[Start of section]

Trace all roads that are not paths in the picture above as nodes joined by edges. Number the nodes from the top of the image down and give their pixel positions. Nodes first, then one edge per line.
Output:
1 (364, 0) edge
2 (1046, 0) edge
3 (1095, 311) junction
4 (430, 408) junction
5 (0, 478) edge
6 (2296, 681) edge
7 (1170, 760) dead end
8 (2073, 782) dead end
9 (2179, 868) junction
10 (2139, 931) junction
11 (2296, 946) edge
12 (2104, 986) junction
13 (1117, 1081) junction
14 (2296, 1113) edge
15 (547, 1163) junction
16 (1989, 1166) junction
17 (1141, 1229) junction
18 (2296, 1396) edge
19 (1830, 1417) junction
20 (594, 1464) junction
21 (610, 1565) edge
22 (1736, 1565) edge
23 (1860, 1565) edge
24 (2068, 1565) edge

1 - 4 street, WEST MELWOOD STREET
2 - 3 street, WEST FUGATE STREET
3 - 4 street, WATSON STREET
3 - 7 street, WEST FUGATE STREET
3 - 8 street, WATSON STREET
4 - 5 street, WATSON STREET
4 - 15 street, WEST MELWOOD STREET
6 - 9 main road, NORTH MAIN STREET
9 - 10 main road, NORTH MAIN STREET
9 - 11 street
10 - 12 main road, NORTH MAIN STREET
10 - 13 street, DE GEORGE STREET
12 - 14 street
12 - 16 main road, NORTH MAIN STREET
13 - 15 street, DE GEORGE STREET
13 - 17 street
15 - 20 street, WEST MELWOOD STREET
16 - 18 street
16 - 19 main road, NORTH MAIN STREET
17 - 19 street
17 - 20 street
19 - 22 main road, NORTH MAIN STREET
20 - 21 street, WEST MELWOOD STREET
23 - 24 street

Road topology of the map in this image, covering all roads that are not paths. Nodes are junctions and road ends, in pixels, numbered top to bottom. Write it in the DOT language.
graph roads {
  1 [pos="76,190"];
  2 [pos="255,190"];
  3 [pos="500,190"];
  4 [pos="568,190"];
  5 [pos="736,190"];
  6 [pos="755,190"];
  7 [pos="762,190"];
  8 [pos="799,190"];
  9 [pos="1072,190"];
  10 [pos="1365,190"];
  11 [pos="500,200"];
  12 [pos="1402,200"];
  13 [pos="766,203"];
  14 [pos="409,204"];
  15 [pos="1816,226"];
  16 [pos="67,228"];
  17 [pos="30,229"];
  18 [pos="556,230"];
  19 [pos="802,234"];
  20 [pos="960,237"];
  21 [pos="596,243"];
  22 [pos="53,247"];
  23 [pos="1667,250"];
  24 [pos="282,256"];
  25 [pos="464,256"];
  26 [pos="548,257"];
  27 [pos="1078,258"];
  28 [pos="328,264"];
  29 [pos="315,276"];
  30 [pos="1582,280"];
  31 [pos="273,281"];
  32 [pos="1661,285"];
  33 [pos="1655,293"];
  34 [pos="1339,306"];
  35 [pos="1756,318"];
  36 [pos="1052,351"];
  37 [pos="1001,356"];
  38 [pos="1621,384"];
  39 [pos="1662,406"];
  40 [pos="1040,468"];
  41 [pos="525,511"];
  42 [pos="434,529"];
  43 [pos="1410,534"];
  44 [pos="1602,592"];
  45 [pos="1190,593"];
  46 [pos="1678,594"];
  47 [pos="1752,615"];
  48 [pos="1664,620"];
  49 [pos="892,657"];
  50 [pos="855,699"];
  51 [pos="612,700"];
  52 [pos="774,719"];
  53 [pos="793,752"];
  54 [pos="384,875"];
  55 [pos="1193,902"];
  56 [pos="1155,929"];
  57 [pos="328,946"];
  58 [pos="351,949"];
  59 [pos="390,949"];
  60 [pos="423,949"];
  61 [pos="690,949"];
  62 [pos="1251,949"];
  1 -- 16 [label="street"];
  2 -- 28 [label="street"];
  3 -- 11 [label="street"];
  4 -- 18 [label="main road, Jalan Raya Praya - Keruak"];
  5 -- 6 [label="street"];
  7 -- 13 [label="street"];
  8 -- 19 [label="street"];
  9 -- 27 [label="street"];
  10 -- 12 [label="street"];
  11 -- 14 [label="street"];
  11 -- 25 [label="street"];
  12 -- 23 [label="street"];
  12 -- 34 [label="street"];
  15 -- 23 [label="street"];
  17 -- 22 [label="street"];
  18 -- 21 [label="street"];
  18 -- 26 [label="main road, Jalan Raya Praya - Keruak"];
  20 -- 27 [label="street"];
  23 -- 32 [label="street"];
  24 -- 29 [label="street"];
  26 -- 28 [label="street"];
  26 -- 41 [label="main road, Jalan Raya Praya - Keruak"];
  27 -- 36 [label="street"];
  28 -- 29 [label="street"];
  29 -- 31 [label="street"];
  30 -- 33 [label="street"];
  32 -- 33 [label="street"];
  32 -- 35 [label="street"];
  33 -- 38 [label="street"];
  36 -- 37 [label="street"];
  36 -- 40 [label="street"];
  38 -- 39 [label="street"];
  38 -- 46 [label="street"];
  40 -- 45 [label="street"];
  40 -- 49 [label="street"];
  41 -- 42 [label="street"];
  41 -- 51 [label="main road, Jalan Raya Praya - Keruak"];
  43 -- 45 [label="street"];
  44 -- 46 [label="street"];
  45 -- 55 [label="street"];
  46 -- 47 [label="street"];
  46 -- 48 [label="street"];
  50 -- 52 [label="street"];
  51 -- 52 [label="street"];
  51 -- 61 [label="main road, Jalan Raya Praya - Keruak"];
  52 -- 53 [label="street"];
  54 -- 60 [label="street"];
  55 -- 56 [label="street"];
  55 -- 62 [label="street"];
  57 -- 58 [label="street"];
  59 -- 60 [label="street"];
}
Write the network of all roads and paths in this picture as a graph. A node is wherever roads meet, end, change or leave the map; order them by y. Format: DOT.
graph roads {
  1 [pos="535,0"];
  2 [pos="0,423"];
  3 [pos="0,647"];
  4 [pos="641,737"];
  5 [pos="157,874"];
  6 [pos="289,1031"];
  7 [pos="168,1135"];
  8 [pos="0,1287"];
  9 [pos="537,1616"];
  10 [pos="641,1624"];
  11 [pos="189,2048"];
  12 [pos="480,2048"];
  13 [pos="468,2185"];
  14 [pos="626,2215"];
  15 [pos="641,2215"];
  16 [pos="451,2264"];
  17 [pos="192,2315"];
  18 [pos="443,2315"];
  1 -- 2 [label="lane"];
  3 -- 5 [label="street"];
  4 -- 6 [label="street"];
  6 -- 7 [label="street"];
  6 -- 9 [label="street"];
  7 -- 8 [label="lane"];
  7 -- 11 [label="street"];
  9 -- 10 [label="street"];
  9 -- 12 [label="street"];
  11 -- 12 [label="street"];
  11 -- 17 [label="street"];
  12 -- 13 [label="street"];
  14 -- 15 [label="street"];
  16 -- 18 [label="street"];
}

[End of section]

» **Task statement**
Set down an exact copy of the entries above.

» **Response for this exercise**
Trace all roads that are not paths in the picture above as nodes joined by edges. Number the nodes from the top of the image down and give their pixel positions. Nodes first, then one edge per line.
Output:
1 (364, 0) edge
2 (1046, 0) edge
3 (1095, 311) junction
4 (430, 408) junction
5 (0, 478) edge
6 (2296, 681) edge
7 (1170, 760) dead end
8 (2073, 782) dead end
9 (2179, 868) junction
10 (2139, 931) junction
11 (2296, 946) edge
12 (2104, 986) junction
13 (1117, 1081) junction
14 (2296, 1113) edge
15 (547, 1163) junction
16 (1989, 1166) junction
17 (1141, 1229) junction
18 (2296, 1396) edge
19 (1830, 1417) junction
20 (594, 1464) junction
21 (610, 1565) edge
22 (1736, 1565) edge
23 (1860, 1565) edge
24 (2068, 1565) edge

1 - 4 street, WEST MELWOOD STREET
2 - 3 street, WEST FUGATE STREET
3 - 4 street, WATSON STREET
3 - 7 street, WEST FUGATE STREET
3 - 8 street, WATSON STREET
4 - 5 street, WATSON STREET
4 - 15 street, WEST MELWOOD STREET
6 - 9 main road, NORTH MAIN STREET
9 - 10 main road, NORTH MAIN STREET
9 - 11 street
10 - 12 main road, NORTH MAIN STREET
10 - 13 street, DE GEORGE STREET
12 - 14 street
12 - 16 main road, NORTH MAIN STREET
13 - 15 street, DE GEORGE STREET
13 - 17 street
15 - 20 street, WEST MELWOOD STREET
16 - 18 street
16 - 19 main road, NORTH MAIN STREET
17 - 19 street
17 - 20 street
19 - 22 main road, NORTH MAIN STREET
20 - 21 street, WEST MELWOOD STREET
23 - 24 street

Road topology of the map in this image, covering all roads that are not paths. Nodes are junctions and road ends, in pixels, numbered top to bottom. Write it in the DOT language.
graph roads {
  1 [pos="76,190"];
  2 [pos="255,190"];
  3 [pos="500,190"];
  4 [pos="568,190"];
  5 [pos="736,190"];
  6 [pos="755,190"];
  7 [pos="762,190"];
  8 [pos="799,190"];
  9 [pos="1072,190"];
  10 [pos="1365,190"];
  11 [pos="500,200"];
  12 [pos="1402,200"];
  13 [pos="766,203"];
  14 [pos="409,204"];
  15 [pos="1816,226"];
  16 [pos="67,228"];
  17 [pos="30,229"];
  18 [pos="556,230"];
  19 [pos="802,234"];
  20 [pos="960,237"];
  21 [pos="596,243"];
  22 [pos="53,247"];
  23 [pos="1667,250"];
  24 [pos="282,256"];
  25 [pos="464,256"];
  26 [pos="548,257"];
  27 [pos="1078,258"];
  28 [pos="328,264"];
  29 [pos="315,276"];
  30 [pos="1582,280"];
  31 [pos="273,281"];
  32 [pos="1661,285"];
  33 [pos="1655,293"];
  34 [pos="1339,306"];
  35 [pos="1756,318"];
  36 [pos="1052,351"];
  37 [pos="1001,356"];
  38 [pos="1621,384"];
  39 [pos="1662,406"];
  40 [pos="1040,468"];
  41 [pos="525,511"];
  42 [pos="434,529"];
  43 [pos="1410,534"];
  44 [pos="1602,592"];
  45 [pos="1190,593"];
  46 [pos="1678,594"];
  47 [pos="1752,615"];
  48 [pos="1664,620"];
  49 [pos="892,657"];
  50 [pos="855,699"];
  51 [pos="612,700"];
  52 [pos="774,719"];
  53 [pos="793,752"];
  54 [pos="384,875"];
  55 [pos="1193,902"];
  56 [pos="1155,929"];
  57 [pos="328,946"];
  58 [pos="351,949"];
  59 [pos="390,949"];
  60 [pos="423,949"];
  61 [pos="690,949"];
  62 [pos="1251,949"];
  1 -- 16 [label="street"];
  2 -- 28 [label="street"];
  3 -- 11 [label="street"];
  4 -- 18 [label="main road, Jalan Raya Praya - Keruak"];
  5 -- 6 [label="street"];
  7 -- 13 [label="street"];
  8 -- 19 [label="street"];
  9 -- 27 [label="street"];
  10 -- 12 [label="street"];
  11 -- 14 [label="street"];
  11 -- 25 [label="street"];
  12 -- 23 [label="street"];
  12 -- 34 [label="street"];
  15 -- 23 [label="street"];
  17 -- 22 [label="street"];
  18 -- 21 [label="street"];
  18 -- 26 [label="main road, Jalan Raya Praya - Keruak"];
  20 -- 27 [label="street"];
  23 -- 32 [label="street"];
  24 -- 29 [label="street"];
  26 -- 28 [label="street"];
  26 -- 41 [label="main road, Jalan Raya Praya - Keruak"];
  27 -- 36 [label="street"];
  28 -- 29 [label="street"];
  29 -- 31 [label="street"];
  30 -- 33 [label="street"];
  32 -- 33 [label="street"];
  32 -- 35 [label="street"];
  33 -- 38 [label="street"];
  36 -- 37 [label="street"];
  36 -- 40 [label="street"];
  38 -- 39 [label="street"];
  38 -- 46 [label="street"];
  40 -- 45 [label="street"];
  40 -- 49 [label="street"];
  41 -- 42 [label="street"];
  41 -- 51 [label="main road, Jalan Raya Praya - Keruak"];
  43 -- 45 [label="street"];
  44 -- 46 [label="street"];
  45 -- 55 [label="street"];
  46 -- 47 [label="street"];
  46 -- 48 [label="street"];
  50 -- 52 [label="street"];
  51 -- 52 [label="street"];
  51 -- 61 [label="main road, Jalan Raya Praya - Keruak"];
  52 -- 53 [label="street"];
  54 -- 60 [label="street"];
  55 -- 56 [label="street"];
  55 -- 62 [label="street"];
  57 -- 58 [label="street"];
  59 -- 60 [label="street"];
}
Write the network of all roads and paths in this picture as a graph. A node is wherever roads meet, end, change or leave the map; order them by y. Format: DOT.
graph roads {
  1 [pos="535,0"];
  2 [pos="0,423"];
  3 [pos="0,647"];
  4 [pos="641,737"];
  5 [pos="157,874"];
  6 [pos="289,1031"];
  7 [pos="168,1135"];
  8 [pos="0,1287"];
  9 [pos="537,1616"];
  10 [pos="641,1624"];
  11 [pos="189,2048"];
  12 [pos="480,2048"];
  13 [pos="468,2185"];
  14 [pos="626,2215"];
  15 [pos="641,2215"];
  16 [pos="451,2264"];
  17 [pos="192,2315"];
  18 [pos="443,2315"];
  1 -- 2 [label="lane"];
  3 -- 5 [label="street"];
  4 -- 6 [label="street"];
  6 -- 7 [label="street"];
  6 -- 9 [label="street"];
  7 -- 8 [label="lane"];
  7 -- 11 [label="street"];
  9 -- 10 [label="street"];
  9 -- 12 [label="street"];
  11 -- 12 [label="street"];
  11 -- 17 [label="street"];
  12 -- 13 [label="street"];
  14 -- 15 [label="street"];
  16 -- 18 [label="street"];
}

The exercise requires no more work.